Exercise prompt:
Among the entries, find the lines with the string "אחים" and report them.

[[ Records to use open ]]

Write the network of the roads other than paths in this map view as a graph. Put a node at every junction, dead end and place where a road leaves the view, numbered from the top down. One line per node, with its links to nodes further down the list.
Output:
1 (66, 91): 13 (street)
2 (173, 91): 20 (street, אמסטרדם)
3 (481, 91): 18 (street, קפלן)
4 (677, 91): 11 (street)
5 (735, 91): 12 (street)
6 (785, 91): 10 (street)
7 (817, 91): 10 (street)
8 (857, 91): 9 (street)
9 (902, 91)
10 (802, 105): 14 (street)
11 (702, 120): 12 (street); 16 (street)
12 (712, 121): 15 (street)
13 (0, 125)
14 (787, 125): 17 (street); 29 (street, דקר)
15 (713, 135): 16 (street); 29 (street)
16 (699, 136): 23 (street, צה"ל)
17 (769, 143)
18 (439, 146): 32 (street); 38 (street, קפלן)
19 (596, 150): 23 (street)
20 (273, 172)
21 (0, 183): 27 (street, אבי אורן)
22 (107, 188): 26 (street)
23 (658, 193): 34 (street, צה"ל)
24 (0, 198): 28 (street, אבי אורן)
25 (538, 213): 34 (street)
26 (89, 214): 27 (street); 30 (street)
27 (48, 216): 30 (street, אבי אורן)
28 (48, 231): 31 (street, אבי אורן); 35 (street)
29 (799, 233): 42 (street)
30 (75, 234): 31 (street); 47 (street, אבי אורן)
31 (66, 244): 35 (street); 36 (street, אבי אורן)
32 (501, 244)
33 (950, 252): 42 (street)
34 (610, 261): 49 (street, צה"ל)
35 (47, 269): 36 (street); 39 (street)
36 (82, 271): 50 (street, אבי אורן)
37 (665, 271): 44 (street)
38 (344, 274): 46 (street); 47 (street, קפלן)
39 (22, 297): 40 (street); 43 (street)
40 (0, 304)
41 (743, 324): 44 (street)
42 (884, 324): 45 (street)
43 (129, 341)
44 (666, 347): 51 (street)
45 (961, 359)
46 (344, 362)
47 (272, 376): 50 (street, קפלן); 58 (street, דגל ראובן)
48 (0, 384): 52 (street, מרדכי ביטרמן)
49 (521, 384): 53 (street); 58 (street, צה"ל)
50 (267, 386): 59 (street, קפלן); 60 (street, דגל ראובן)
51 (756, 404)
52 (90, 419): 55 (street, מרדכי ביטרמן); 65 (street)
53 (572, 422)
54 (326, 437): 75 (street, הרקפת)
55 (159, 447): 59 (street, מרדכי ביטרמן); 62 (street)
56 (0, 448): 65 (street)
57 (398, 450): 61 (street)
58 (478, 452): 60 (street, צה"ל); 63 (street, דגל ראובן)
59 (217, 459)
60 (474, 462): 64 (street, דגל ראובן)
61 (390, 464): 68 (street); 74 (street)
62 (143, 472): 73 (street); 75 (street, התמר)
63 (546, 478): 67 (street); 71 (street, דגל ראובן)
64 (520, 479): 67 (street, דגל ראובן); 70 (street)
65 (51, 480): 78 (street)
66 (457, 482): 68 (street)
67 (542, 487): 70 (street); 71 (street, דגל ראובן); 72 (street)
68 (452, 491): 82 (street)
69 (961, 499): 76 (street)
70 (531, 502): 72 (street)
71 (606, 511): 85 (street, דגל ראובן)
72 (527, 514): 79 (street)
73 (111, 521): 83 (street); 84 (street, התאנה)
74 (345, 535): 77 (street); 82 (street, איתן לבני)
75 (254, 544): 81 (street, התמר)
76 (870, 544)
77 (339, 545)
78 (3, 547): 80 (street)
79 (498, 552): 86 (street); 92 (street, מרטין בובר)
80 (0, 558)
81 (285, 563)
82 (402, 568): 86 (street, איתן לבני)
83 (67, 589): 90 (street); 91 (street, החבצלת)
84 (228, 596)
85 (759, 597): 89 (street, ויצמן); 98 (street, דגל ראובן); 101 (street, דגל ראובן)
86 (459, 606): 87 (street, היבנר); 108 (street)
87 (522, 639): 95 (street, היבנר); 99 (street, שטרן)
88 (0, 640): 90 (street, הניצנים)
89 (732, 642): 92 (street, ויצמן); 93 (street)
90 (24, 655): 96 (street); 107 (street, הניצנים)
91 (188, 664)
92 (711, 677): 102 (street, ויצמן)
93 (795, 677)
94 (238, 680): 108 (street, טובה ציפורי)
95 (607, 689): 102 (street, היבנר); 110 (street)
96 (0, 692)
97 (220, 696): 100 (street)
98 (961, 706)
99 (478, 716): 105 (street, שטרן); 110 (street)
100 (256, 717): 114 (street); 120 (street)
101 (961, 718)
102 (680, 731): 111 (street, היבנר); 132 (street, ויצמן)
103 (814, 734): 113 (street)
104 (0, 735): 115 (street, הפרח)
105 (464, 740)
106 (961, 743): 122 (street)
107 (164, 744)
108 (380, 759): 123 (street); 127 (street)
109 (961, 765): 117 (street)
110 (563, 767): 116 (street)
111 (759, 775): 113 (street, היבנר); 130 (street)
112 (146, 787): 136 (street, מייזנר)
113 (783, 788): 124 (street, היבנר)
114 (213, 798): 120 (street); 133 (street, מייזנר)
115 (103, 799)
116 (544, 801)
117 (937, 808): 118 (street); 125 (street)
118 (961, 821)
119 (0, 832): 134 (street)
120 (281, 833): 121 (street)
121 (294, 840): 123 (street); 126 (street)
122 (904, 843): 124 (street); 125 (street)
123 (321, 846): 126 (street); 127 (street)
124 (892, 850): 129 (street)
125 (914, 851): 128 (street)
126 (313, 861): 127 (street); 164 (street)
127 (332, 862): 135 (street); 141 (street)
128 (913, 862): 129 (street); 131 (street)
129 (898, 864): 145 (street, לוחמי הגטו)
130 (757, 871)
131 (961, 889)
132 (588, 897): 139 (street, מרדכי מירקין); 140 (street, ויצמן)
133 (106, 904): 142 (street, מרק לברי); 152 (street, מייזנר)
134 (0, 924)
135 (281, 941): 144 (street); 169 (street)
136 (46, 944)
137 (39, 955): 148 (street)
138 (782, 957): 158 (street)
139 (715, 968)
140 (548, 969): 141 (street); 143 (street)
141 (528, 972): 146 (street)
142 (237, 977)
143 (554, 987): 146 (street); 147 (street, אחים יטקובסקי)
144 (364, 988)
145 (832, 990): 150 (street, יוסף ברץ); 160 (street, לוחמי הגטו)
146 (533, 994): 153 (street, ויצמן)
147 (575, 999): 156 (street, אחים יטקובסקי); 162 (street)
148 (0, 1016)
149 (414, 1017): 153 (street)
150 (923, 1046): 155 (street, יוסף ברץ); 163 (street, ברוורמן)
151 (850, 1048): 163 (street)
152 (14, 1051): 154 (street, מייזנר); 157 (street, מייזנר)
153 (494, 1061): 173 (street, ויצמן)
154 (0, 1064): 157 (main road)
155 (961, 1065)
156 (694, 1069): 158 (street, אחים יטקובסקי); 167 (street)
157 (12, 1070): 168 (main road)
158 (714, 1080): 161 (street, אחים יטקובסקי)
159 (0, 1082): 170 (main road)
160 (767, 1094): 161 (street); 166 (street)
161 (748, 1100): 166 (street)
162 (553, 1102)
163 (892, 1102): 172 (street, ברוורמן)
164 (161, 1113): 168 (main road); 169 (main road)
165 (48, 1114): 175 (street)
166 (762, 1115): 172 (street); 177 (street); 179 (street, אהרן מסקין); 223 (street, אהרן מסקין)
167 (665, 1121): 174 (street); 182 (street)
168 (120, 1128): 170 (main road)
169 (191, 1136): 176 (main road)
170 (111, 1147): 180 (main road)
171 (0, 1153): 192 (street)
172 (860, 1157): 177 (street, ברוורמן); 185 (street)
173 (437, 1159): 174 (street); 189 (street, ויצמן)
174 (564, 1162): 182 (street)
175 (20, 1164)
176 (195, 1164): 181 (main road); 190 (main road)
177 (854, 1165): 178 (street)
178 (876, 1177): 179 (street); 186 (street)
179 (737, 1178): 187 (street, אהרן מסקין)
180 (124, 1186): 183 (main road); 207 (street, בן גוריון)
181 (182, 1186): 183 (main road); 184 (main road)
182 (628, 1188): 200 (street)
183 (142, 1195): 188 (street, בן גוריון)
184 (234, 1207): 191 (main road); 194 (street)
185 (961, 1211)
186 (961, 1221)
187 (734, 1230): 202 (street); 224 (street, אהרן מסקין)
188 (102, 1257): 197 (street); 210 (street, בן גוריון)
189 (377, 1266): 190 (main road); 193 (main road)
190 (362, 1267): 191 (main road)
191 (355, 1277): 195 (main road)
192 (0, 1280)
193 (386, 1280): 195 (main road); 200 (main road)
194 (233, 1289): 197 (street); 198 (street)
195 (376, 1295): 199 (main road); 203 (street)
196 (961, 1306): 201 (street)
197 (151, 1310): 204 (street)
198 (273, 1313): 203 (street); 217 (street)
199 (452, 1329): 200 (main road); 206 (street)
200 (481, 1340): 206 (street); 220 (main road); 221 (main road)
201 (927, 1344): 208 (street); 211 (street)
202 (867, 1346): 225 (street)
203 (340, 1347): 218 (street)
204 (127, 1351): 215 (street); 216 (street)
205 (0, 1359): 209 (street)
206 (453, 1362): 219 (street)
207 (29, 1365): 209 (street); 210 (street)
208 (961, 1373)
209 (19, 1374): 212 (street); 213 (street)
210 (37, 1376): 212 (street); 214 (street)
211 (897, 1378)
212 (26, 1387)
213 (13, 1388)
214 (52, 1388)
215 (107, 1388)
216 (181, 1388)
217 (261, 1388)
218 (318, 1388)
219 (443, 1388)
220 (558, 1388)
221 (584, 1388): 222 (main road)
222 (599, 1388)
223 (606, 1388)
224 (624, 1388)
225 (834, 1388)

[[ Records to use closed ]]

Solution to this problem:
143 (554, 987): 146 (street); 147 (street, אחים יטקובסקי)
147 (575, 999): 156 (street, אחים יטקובסקי); 162 (street)
156 (694, 1069): 158 (street, אחים יטקובסקי); 167 (street)
158 (714, 1080): 161 (street, אחים יטקובסקי)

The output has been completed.